Event: Global Mental Health: Psychiatric Outcomes as Evidence in Transitional Justice (4/28, Stanford University)
Global Mental Health: Psychiatric Outcomes as Evidence in Transitional Justice
Date: April 28, 2015, 5:15 pm
Location: Stanford University, building 200, room 302
http://med.stanford.edu/psychiatry/research/HumanRightsinTraumaMH.html
We invite you to join us in continuing our conversation about intergenerational trauma and healing over dinner
Tuesday at 5:15 pm in 200-302
Mind, Body, Culture: Collective Trauma and Healing Workshop
presents
Global Mental Health: Psychiatric Outcomes as Evidence in Transitional Justice
a discussion with
Daryn Reicherter, MD
Clinical Associate Professor
Department of Psychiatry and Behavioral Sciences
Stanford University School of Medicine
The Human Rights in Trauma Mental Health Laboratory
Daryn Reicherter is dedicated to providing a combination of administrative and clinical services in the area of cross-cultural trauma mental health. He is a psychiatrist serving the clinical needs of survivors of torture from around the world, through Stanford affiliated local refugee clinics. Dr. Reicherter is involved with the movement for promotion of trauma mental health and human rights issues consulting in countries including Cambodia, Haiti, Zimbabwe, and Indonesia. He has published articles, chapters, and books on the topic of cross-cultural trauma. He has ongoing involvement in the advocacy for human rights in the area of war crimes through the programs he serves, and through advocacy in human rights legal processes.

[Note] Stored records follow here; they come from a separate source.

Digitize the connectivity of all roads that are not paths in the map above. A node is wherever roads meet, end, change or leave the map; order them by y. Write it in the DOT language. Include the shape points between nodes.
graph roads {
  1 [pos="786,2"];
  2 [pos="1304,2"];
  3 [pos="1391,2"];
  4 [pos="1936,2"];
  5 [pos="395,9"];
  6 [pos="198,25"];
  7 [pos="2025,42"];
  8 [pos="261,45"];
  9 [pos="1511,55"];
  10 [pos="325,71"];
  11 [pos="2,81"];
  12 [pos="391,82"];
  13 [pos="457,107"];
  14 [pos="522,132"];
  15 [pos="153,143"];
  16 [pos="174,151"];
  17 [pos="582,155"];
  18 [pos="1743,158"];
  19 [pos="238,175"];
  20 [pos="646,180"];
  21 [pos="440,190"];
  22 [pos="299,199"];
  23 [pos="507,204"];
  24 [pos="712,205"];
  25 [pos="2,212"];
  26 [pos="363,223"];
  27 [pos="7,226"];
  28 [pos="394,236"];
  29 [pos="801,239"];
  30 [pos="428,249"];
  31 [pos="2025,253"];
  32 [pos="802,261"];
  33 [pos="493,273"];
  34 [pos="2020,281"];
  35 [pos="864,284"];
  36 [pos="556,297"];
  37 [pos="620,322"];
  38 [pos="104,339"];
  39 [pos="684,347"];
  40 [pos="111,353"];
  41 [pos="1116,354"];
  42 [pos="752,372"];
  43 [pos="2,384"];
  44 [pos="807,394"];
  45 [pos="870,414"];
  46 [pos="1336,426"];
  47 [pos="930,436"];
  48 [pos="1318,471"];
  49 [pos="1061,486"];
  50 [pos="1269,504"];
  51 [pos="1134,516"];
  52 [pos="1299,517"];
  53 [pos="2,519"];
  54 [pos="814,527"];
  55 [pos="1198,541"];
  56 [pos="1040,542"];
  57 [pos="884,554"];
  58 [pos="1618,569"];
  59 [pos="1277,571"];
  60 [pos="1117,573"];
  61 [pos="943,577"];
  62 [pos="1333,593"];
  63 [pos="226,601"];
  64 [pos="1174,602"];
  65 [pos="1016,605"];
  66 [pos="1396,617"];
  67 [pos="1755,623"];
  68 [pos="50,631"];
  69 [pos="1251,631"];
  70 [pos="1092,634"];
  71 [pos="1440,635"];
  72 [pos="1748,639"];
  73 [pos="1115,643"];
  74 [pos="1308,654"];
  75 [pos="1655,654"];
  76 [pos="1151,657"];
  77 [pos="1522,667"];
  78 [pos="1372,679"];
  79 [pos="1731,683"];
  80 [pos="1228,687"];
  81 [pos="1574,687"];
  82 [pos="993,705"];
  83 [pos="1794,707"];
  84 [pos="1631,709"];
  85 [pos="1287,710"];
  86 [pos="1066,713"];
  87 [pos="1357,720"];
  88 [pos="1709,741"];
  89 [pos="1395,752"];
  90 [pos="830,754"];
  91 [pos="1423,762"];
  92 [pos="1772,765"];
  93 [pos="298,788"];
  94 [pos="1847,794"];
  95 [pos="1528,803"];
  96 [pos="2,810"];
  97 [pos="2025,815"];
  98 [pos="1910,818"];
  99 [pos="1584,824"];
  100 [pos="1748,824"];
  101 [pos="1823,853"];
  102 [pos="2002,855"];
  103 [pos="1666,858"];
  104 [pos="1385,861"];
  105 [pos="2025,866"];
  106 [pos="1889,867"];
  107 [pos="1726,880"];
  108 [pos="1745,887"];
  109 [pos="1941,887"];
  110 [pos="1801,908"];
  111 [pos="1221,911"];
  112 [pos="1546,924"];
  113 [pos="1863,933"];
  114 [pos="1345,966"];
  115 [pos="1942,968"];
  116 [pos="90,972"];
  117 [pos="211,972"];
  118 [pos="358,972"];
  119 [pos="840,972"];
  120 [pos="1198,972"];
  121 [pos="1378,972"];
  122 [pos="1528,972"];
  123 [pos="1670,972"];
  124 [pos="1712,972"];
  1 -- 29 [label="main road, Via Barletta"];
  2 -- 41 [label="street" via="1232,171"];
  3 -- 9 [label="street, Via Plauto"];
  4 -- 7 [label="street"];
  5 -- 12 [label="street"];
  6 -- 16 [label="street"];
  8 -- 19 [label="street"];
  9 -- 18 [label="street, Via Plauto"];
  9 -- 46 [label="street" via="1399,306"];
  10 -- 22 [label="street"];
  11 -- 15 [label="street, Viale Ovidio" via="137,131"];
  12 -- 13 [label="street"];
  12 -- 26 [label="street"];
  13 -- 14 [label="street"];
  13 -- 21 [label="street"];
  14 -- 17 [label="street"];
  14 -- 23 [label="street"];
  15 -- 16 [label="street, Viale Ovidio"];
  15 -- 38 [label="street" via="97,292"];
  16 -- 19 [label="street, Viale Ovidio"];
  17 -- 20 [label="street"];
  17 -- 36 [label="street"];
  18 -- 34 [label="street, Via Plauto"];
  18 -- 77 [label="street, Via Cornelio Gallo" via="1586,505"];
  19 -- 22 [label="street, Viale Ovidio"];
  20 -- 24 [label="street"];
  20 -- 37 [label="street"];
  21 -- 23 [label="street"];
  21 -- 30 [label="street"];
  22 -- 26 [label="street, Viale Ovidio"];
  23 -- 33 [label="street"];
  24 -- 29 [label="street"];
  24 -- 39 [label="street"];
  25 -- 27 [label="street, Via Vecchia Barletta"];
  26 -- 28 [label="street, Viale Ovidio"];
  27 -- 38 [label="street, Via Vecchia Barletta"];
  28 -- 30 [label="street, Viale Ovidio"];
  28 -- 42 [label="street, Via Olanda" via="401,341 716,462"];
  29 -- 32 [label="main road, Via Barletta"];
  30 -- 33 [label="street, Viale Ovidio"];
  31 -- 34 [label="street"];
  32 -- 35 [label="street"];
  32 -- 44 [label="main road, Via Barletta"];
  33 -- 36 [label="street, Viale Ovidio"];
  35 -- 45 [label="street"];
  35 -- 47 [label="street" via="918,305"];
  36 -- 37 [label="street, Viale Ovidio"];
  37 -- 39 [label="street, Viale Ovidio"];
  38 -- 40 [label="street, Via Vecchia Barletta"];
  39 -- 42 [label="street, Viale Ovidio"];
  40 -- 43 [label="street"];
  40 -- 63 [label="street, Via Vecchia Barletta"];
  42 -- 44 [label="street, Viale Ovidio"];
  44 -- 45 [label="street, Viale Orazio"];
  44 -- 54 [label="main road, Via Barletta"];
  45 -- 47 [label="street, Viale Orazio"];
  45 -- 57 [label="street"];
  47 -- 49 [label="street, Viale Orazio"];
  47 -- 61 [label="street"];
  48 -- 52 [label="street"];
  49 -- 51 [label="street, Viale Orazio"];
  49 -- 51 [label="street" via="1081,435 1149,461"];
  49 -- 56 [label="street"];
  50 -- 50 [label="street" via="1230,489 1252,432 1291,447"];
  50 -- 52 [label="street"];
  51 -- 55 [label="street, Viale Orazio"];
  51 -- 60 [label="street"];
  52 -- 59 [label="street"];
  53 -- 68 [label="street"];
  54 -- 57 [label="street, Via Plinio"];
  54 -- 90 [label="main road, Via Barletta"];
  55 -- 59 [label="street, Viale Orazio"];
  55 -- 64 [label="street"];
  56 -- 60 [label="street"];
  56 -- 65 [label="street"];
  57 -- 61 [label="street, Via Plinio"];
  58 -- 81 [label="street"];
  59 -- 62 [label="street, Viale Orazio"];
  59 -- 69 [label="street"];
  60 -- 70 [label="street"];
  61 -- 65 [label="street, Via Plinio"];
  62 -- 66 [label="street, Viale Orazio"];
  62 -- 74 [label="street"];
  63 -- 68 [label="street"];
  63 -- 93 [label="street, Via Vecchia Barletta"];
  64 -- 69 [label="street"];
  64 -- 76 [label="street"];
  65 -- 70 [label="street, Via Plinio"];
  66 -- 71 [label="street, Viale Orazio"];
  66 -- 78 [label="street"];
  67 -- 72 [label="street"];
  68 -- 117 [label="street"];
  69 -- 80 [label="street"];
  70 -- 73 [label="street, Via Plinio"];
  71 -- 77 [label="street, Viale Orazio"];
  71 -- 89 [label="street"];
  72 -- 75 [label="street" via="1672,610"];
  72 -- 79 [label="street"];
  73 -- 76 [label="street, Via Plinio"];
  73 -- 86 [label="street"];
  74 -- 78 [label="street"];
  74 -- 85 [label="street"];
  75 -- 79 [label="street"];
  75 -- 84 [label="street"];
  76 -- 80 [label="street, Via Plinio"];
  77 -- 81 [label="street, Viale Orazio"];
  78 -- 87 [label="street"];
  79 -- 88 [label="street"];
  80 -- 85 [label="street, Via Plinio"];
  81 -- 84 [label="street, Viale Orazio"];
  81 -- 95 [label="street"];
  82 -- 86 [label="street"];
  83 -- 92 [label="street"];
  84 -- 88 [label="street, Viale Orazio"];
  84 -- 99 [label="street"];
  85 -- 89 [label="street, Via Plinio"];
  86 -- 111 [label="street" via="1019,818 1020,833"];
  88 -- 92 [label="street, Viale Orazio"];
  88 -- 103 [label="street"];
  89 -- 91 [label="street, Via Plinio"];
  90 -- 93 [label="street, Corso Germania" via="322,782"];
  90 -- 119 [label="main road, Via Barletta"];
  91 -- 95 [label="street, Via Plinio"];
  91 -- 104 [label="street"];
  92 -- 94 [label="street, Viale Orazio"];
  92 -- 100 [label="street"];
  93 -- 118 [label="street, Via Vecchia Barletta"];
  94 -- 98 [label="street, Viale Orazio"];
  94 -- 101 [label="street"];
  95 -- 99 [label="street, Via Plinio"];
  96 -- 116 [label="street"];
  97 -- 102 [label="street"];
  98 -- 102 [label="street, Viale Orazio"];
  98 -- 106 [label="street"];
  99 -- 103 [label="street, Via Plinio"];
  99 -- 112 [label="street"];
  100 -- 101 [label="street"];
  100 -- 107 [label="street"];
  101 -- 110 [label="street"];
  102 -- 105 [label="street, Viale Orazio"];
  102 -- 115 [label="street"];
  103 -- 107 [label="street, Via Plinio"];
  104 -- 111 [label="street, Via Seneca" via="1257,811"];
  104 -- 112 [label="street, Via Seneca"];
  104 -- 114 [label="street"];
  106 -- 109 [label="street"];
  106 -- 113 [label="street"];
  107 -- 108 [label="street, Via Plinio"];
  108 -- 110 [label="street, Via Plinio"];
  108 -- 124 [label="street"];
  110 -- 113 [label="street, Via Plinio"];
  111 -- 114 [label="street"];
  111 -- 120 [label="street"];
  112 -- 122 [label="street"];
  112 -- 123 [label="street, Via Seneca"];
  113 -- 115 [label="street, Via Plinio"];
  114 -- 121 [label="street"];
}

The Human Rights in Trauma Mental Health Laboratory is committed to advancing and applying research on psychiatric sequelae for survivors of human rights abuses with an eye towards informing transitional justice and judicial processes. The lab focuses on the science of the psychological changes and mental health pathology caused by trauma on individuals, their families, and their communities, over time and between generations. Lab affiliates and colleagues analyze and build upon the rich data in the interdisciplinary scientific literature and in specific conflict situations to clearly identify the impact on human psychology of various forms of mass trauma, including genocide, mass killings, rape, and torture. This analysis can be used to clarify the science and/or advocate for the survivors? human rights and mental health in a whole range of settings, including criminal trials, civil suits for money damages, and asylum proceedings. The lab will participate in these transitional justice processes in a range of ways, including by providing expert testimony and reports and consulting with the legal teams prosecuting perpetrators or representing victims.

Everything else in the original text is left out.